Saida had received more than 100,000 displaced as of days ago. The numbers increase by the day. People were guided first to the municipality where they were processed and instructed to go elsewhere, to a school, a public edifice. I was told people were renting entrances of buildings to sleep at night, or the garages of cars. So far more than 85 schools were housing all these displaced, in addition to an old prison and the building of the court of justice.
Saida was delivered a serious pounding in the first week of the war, but was relatively spared in comparison with other places in the south. During that first week things went quiet, the city wound down a little. Those who could afford to leave did, and the bi-nationals evacuated. After it was cut off from Beirut, and seemed relatively safe, a semblance of a normal pace of life returned. The streams of displaced added an intense bustle to that pace, but the city still sleeps earlier than its usual.
I called Ziad. He had left his house leaving his cell phone behind. His mother instructed me to drive near the old fort and look for his red Polo car. She also instructed me to ask “The King” about him and he would dig him up for me. I did not know who “The King” was. “You don’t know the King?”, she asked surprised. That was Saida. A provincial capital. Everyone is one and the half degrees of separation removed. Ahmad and I drove by the old fort looking for a red Polo. No red Polo, but hordes of families lounging about, in the open-air, obviously out for air.
I called Abdel-Karim, following Maher’s instructions.
Where Love Dwells, Dalal and Abdel-Karim
Maher’s instructions were delivered during our abbreviated phone conversations when he was in Tyre. They were brief because he could not really say much, and I did not feel I could pressure him to say much either. I call them instructions for kicks, to pretend I was on some sort of a mission. Maher wanted me to collect stories and footage or images for his project. Abdel-Karim and Dalal, his wife, are his life-long comrades, he runs a center in Saida that provides training for people with disabilities to be able to integrate fully in the social economy of everyday life. They receive local funding as well as funding from Europe.
With the outbreak of the war, the center’s life and role has been turned wholly upside down.

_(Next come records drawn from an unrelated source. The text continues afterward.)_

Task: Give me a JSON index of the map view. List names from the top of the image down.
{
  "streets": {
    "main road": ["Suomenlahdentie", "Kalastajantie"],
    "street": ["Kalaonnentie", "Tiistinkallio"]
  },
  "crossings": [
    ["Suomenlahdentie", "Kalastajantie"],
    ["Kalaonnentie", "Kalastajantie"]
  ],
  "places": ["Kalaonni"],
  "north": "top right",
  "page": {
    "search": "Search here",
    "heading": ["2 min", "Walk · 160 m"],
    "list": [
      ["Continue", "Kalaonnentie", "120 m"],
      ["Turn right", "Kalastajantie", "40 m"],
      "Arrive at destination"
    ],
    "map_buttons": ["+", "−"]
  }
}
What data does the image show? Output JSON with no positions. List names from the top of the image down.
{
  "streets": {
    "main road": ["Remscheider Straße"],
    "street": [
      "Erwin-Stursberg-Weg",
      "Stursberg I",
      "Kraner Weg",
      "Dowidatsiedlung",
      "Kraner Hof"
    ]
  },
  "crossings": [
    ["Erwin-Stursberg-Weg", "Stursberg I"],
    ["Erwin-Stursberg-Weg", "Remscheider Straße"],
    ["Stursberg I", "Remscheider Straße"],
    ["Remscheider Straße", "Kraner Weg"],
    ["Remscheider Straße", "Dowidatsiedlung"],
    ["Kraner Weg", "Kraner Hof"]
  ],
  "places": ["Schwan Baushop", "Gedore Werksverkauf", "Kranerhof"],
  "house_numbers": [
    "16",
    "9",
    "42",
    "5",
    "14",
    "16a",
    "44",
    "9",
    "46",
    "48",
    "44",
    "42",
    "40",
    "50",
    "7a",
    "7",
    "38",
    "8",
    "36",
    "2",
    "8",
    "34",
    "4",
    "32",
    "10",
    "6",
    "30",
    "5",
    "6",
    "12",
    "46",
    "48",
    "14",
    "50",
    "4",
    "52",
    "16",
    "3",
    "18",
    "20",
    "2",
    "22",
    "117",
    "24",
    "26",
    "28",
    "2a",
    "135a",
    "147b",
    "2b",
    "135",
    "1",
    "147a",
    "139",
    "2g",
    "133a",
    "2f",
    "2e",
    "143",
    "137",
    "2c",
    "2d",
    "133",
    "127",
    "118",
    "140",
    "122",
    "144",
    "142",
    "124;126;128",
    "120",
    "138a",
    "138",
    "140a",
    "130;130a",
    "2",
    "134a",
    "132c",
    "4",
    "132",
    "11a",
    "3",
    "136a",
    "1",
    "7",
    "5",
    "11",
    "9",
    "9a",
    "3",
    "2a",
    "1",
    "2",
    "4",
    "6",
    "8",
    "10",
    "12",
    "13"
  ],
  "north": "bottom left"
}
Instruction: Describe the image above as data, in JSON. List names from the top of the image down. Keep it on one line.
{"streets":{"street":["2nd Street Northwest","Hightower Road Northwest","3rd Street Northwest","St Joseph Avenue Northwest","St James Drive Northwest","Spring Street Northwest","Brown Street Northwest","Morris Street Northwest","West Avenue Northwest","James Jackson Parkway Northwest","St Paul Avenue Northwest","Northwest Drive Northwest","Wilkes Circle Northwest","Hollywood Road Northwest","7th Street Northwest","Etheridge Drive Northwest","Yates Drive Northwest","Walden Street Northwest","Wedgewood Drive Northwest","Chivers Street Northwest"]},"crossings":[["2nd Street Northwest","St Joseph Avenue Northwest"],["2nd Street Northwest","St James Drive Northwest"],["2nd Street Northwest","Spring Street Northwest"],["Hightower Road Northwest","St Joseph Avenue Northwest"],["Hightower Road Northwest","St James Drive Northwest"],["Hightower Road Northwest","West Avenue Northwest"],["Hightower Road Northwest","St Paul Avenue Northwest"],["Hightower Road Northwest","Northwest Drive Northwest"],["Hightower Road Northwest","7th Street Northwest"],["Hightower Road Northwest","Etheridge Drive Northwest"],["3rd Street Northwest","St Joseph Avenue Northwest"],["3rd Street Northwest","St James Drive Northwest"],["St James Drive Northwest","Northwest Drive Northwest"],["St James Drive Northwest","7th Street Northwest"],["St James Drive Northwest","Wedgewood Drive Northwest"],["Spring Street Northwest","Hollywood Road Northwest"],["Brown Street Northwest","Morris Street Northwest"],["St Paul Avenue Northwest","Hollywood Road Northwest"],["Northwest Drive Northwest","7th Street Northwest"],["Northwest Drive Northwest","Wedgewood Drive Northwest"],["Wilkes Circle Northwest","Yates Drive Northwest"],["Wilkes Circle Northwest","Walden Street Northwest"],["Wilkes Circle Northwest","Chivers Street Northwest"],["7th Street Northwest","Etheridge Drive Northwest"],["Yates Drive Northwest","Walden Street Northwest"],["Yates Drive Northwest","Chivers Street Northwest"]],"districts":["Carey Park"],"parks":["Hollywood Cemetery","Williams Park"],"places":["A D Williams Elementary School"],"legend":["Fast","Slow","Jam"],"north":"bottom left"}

Abdel-Karim and Dalal have themselves become displaced and Dalal, who has another job, has now become involved in the center’s relief work. They now reside in Saida, in a house shared by several other families. Abdel-Karim and Dalal don’t have any disabilities, but the vice-president, wheel-chair bound, who resides in Zreiriyeh a village further south, had to be evacuated and relocated to Saida, with his family.
In the space of a mere few days, the center’s administration realized they had to set-up an emergency plan. The center opened their fully equipped bathroom to all the women and children who needed to take a shower. The center’s kitchen, also fully operational offered meals to all those who need it. Two large pots with stuffed eggplant and squash were cooking in tomato sauce when I visited. A ceaseless clothes collection drive was provisioning people with clean garb. One of their ateliers was transformed to storing diapers, food rations and medicines. The computer class room was transformed to a sleep area, so was their exercize and recreation room.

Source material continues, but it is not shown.